Une troisième lettre, très longue, est écrite d’une écriture presque normale et non plus en lettres capitales. « Il n’y a que votre salope de fille et son vieux qui ont le droit de salir vos assiettes le dimanche. Il n’y en a que pour le gendre, il compte plus que vos fils… Ceci est ma dernière lettre. »

Une partie de la lettre du corbeau du 17 mai 1983
Une partie de la lettre du corbeau du 17 mai 1983

On sait qu’il y en aura deux autres : l’une postée de Docelles le 16 octobre 1984, le jour de l’assassinat de Grégory, est adressée à Jean-Marie Villemin : « J’espère que tu mourras de chagrin, le chef. Ce n’est pas ton argent qui pourra te rendre son fils. Voilà ma vengeance, pauvre con. » Une toute dernière lettre anonyme envoyée le 24 juillet 1985, soit quatre mois après l’assassinat de Bernard Laroche, est envoyée à Albert et Monique. Le corbeau écrit :« La famille Villemin, je vous ferai la peau et la prochaine est Monique. »

Échec des expertises

Là encore, les experts judiciaires ont été mis en échec. Plusieurs dizaines de suspects ont dû faire des dictées. Résultat ? Le corbeau n’a pas été identifié. Mais les contours de son profil apparaissent. A vu des quatre lettres analysées, les experts concluent qu’il s’agit d’un individu d’un bon niveau intellectuel. Les fautes d’orthographes ont été commises volontairement pour égarer les soupçons car elles sont trop grossières pour une personne qui écrit des phrases entières sans faute comme celle-ci : « Je te hais au point d’aller cracher sur ta tombe le jour où tu crèveras. »

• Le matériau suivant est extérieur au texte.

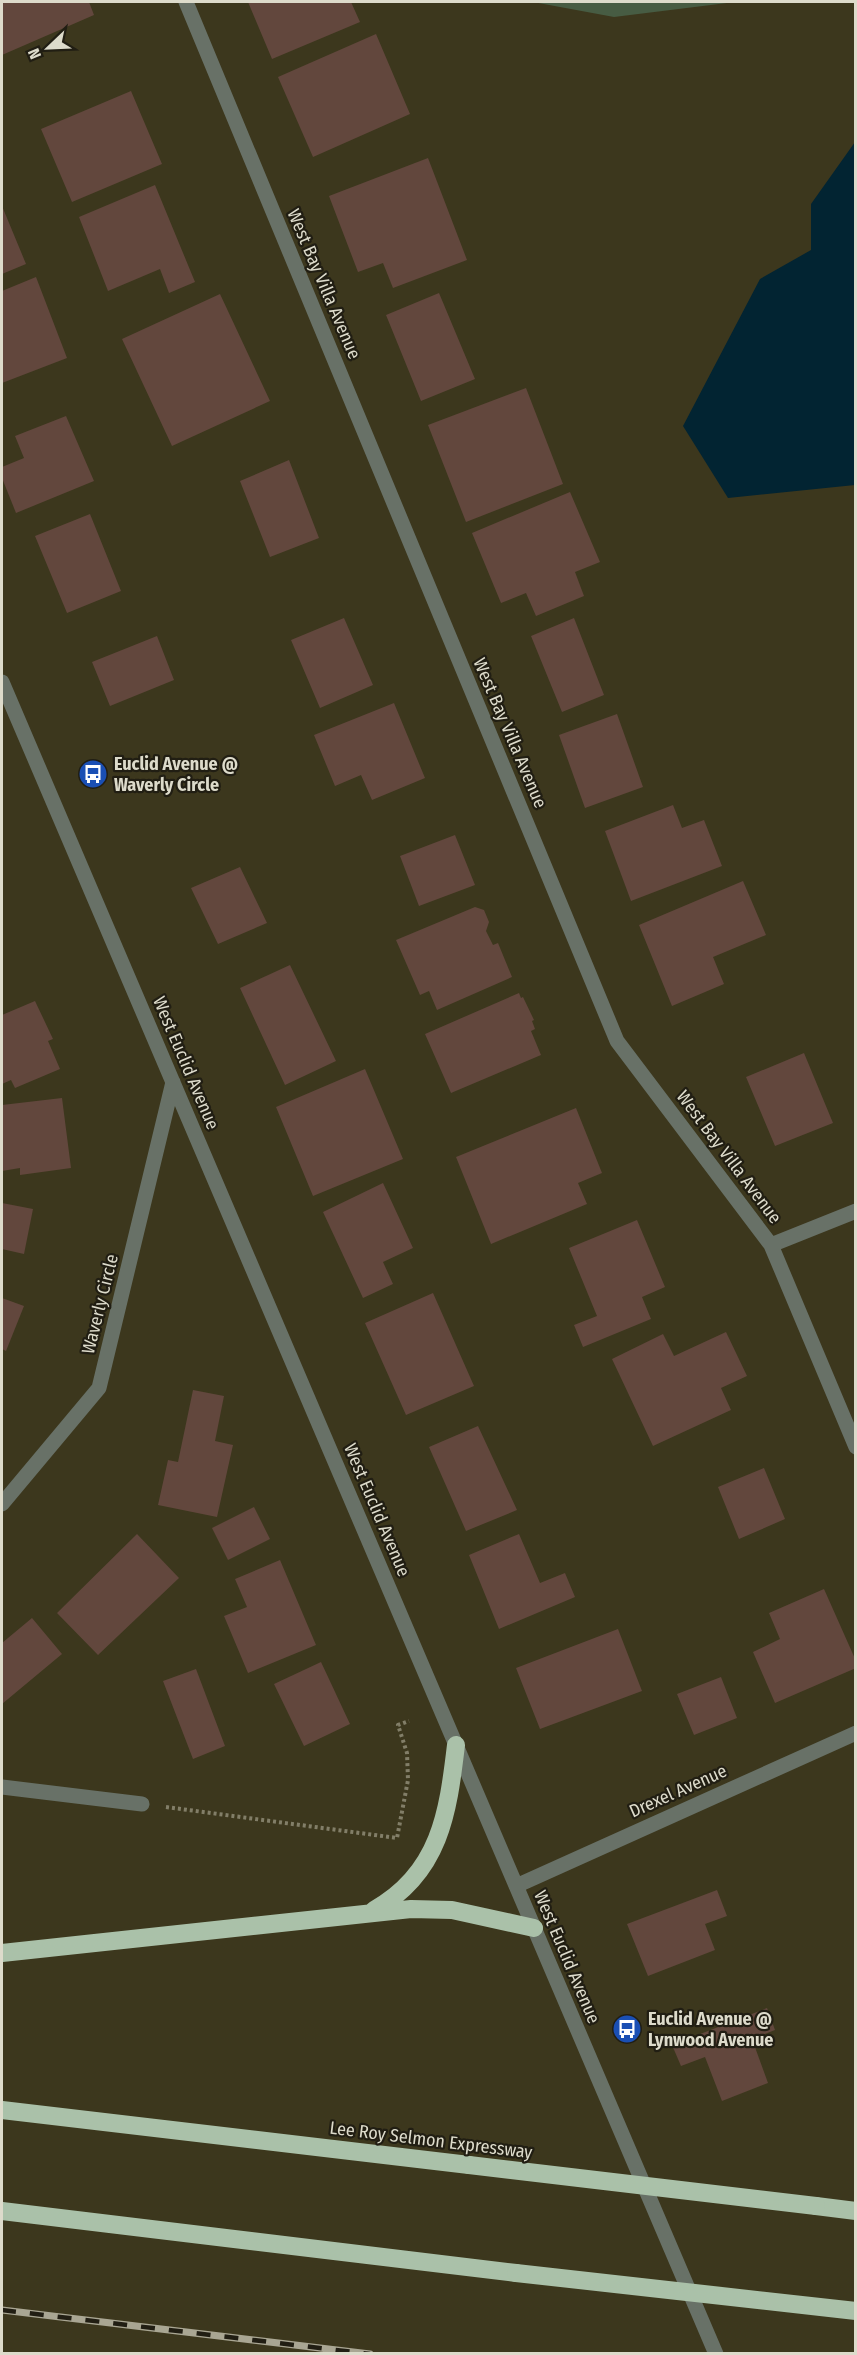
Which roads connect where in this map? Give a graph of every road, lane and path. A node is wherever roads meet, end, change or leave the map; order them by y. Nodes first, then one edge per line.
1 (186, 2) edge
2 (2, 682) edge
3 (173, 1082) junction
4 (855, 1211) edge
5 (771, 1245) junction
6 (855, 1447) edge
7 (2, 1504) edge
8 (409, 1721) dead end
9 (855, 1733) edge
10 (456, 1745) junction
11 (2, 1787) edge
12 (142, 1804) joint
13 (516, 1886) junction
14 (370, 1912) junction
15 (534, 1928) junction
16 (2, 1953) edge
17 (2, 2110) edge
18 (2, 2211) edge
19 (855, 2211) edge
20 (855, 2311) edge
21 (716, 2354) edge

1 - 5 street, West Bay Villa Avenue
2 - 3 street, West Euclid Avenue
3 - 7 street, Waverly Circle
3 - 10 street, West Euclid Avenue
4 - 5 street
5 - 6 street, West Bay Villa Avenue
8 - 12 path
9 - 13 street, Drexel Avenue
10 - 13 street, West Euclid Avenue
10 - 14 highway
11 - 12 street
13 - 15 street, West Euclid Avenue
14 - 15 highway
14 - 16 highway
15 - 21 street, West Euclid Avenue
17 - 19 highway, Lee Roy Selmon Expressway, bridge
18 - 20 highway, bridge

Affaire Grégory. (Capture Non Elucidé)
Affaire Grégory. (Capture Non Elucidé)

Le corbeau a donc longuement prémédité l’assassinat du petit Grégory et il a tenu à le signer. C’est un proche de la famille Villemin. Pourtant, ni les appels téléphoniques, ni les lettres anonymes n’ont pas permis jusqu’ici de remonter jusqu’à lui. Ou jusqu’à eux.
De nouvelles expertisent confiées à Christine Navarro désignent Jacqueline Jacob, la grand-tante de Grégory, d’être l’auteur de plusieurs lettres anonymes mais pas celle de la revendication de l’assassinat de l’enfant. Ses avocats, Mes Frédéric Berna et Alexandre Bouthier crient au scandale. « On reprend les mêmes vieilles recettes qui ont échoué il y a trente ans » confient-ils à nos confrères de l’Est Républicain. « Considérer qu’une expertise en écriture peut être accablante c’est n’avoir rien compris à l’histoire judiciaire française en général et à l’affaire Grégory en particulier ».
Les deux avocats nancéiens rappellent qu’en 1985 sept experts en écriture avaient formellement désigné Christine Villemin, la mère de l’enfant, comme étant l’auteur de la lettre de revendication de l’assassinat de son fils ! Elle a finalement été mise hors de cause.
La chasse aux corbeaux continue au-dessus de la Vologne.